This problem is similar to the `Sqrt(x) Problem`

.

#### Binary Search Approach

A simple `brute force`

approach is to enumerate all possible solutions from 1 to *num/2*, and check if there is an integer whose square equals *num*. If so, return true; otherwise, return false. The time complexity of this approach is O(n).

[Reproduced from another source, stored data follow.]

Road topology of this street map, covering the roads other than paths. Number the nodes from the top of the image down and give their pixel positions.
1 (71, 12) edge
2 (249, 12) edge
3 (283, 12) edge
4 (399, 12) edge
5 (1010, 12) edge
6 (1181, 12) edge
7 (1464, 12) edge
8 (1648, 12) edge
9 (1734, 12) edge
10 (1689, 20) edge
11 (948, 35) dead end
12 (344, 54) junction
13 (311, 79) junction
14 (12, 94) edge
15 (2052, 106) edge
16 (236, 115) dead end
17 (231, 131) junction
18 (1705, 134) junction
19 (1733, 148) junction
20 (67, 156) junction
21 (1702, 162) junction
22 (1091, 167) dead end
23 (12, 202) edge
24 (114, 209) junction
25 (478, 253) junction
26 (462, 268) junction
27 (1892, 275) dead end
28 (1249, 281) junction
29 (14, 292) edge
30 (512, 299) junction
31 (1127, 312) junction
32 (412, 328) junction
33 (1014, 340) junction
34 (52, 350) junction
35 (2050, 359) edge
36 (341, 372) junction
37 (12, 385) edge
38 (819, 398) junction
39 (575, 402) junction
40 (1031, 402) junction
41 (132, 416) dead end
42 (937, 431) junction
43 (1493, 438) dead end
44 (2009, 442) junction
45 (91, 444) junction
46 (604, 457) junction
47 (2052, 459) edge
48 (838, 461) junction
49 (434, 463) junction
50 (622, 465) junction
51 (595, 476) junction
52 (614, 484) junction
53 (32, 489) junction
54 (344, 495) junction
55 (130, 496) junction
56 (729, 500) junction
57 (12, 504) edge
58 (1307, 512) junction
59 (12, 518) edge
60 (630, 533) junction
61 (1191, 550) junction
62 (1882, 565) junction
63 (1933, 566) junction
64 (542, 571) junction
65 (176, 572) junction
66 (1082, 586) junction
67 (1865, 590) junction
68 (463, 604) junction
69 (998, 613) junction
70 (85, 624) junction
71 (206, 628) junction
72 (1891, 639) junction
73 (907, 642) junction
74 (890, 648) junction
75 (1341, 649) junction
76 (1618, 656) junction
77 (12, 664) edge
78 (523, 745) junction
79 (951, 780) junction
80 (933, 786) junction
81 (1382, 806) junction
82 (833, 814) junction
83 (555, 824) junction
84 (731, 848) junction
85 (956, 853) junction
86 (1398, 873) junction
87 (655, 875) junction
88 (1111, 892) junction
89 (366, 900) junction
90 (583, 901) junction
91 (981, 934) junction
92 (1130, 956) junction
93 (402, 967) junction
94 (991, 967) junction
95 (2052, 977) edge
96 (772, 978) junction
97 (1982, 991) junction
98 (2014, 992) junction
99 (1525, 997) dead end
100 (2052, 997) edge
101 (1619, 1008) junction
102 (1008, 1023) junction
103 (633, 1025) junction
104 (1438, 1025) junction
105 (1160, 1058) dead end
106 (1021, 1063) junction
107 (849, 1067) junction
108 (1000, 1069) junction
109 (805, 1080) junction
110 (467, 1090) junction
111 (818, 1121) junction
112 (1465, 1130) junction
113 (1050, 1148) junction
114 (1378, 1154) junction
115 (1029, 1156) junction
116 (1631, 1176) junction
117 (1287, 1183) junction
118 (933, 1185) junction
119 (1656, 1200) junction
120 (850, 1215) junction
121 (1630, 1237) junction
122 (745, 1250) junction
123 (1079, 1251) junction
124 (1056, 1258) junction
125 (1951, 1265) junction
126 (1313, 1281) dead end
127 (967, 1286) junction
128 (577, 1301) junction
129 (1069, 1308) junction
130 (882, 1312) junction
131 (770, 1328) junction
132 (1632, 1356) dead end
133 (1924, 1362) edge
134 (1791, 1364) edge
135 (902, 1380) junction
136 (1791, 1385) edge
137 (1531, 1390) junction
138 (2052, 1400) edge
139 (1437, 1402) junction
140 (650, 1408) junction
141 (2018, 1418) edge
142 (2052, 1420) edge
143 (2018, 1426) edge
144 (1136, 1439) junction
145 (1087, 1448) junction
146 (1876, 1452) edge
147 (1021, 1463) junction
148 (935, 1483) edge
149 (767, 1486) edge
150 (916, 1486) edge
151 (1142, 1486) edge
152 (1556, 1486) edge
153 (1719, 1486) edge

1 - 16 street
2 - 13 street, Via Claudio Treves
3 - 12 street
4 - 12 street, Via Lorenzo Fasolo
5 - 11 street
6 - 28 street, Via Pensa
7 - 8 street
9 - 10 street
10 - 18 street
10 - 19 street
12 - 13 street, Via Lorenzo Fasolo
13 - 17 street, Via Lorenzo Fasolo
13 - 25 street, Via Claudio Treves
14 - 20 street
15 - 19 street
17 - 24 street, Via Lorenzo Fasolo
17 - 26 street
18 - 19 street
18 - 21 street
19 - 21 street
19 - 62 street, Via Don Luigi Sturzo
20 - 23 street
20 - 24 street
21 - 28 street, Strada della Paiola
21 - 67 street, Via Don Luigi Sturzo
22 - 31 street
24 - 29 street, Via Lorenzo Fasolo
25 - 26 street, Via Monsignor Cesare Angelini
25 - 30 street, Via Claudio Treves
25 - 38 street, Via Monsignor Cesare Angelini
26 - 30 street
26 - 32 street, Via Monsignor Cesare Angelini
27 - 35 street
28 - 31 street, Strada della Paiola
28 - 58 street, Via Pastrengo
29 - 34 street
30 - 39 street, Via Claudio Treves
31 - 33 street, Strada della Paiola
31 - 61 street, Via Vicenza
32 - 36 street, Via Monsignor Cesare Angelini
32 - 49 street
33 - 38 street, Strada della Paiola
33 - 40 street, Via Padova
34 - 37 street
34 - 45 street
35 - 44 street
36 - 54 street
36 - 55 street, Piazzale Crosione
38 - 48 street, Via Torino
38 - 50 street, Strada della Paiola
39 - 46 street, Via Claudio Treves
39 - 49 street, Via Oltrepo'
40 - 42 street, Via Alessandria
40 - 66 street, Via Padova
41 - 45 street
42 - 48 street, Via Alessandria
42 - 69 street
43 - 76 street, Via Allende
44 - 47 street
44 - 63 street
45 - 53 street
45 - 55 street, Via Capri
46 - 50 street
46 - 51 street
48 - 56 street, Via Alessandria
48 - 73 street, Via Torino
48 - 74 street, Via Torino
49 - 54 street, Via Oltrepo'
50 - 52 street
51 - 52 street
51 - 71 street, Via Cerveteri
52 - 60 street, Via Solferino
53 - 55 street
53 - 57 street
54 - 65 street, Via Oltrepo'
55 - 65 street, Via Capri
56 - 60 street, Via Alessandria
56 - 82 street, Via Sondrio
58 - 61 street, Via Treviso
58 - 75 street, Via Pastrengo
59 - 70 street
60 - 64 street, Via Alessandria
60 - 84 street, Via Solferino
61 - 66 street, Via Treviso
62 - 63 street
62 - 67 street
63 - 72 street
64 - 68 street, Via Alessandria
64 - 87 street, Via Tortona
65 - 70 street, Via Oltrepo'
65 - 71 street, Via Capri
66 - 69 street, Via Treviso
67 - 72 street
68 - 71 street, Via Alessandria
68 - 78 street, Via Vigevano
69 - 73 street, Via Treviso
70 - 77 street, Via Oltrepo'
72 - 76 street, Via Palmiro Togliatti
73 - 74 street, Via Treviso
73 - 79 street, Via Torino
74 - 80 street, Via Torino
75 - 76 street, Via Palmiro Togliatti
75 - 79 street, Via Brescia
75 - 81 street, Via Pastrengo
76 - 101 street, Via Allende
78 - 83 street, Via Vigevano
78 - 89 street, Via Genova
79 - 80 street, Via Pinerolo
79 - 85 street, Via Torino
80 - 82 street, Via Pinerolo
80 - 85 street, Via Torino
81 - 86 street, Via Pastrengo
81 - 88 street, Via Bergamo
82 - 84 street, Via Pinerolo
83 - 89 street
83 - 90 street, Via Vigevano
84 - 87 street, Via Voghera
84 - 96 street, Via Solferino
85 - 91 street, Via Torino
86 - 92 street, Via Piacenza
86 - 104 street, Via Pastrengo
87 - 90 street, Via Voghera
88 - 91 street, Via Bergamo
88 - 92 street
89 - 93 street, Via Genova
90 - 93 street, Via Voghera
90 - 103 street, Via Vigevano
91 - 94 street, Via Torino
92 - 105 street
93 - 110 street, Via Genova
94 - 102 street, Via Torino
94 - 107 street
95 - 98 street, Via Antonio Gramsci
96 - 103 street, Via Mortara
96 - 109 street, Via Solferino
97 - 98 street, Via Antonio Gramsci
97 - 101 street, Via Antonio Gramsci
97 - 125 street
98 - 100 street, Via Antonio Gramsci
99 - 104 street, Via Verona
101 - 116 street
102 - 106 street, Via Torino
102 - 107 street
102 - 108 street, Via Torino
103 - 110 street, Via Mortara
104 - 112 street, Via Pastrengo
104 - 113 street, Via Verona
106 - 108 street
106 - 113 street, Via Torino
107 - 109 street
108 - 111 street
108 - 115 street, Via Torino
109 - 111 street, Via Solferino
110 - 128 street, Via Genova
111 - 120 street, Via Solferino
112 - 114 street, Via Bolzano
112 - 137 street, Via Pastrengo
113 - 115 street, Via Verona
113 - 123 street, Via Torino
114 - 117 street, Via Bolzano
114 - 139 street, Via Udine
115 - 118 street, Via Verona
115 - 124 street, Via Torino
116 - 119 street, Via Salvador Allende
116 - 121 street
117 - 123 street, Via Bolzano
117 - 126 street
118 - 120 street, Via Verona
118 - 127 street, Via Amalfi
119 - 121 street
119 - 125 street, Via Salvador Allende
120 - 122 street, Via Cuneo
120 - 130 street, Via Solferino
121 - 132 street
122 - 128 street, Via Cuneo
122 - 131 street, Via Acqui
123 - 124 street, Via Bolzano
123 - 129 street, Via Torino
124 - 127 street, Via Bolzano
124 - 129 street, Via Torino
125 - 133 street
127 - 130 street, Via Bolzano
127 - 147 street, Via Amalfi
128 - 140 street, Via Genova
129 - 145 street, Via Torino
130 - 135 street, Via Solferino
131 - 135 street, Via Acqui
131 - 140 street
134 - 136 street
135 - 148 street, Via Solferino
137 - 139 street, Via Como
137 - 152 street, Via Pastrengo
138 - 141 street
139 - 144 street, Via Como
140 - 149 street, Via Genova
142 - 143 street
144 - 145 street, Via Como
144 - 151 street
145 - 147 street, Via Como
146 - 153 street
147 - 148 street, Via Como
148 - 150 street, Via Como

We can use `binary search`

to speed up the search. We set two pointers *l* and *r*. The left pointer *l* starts from 0, and the right pointer *r* starts from *num*. During each iteration, we calculate *m* to be the average of *l* and *r* (*m = (l + r) / 2*). If *m * m* equals *num*, *num* is a perfect square. We can stop the search and return true. If *m * m* is larger than *x*, it means the right range *r* is too big. We can set *r* to be *m - 1* and keep on searching. If *m * m* is smaller than *num*, it means the left range *l* is too small. We can set *l* to be *m + 1* and keep on searching. We abort the search until *l* is greater than *r*.

When *l* is greater than *r*, it means we could not find an integer whose square is *num*. Thus, *num* is not a perfect square. We return false.

The time complexity of the binary search approach is O(logn), and the space complexity is O(1).

## Sample C++ Code

This is a C++ implementation of the binary search approach.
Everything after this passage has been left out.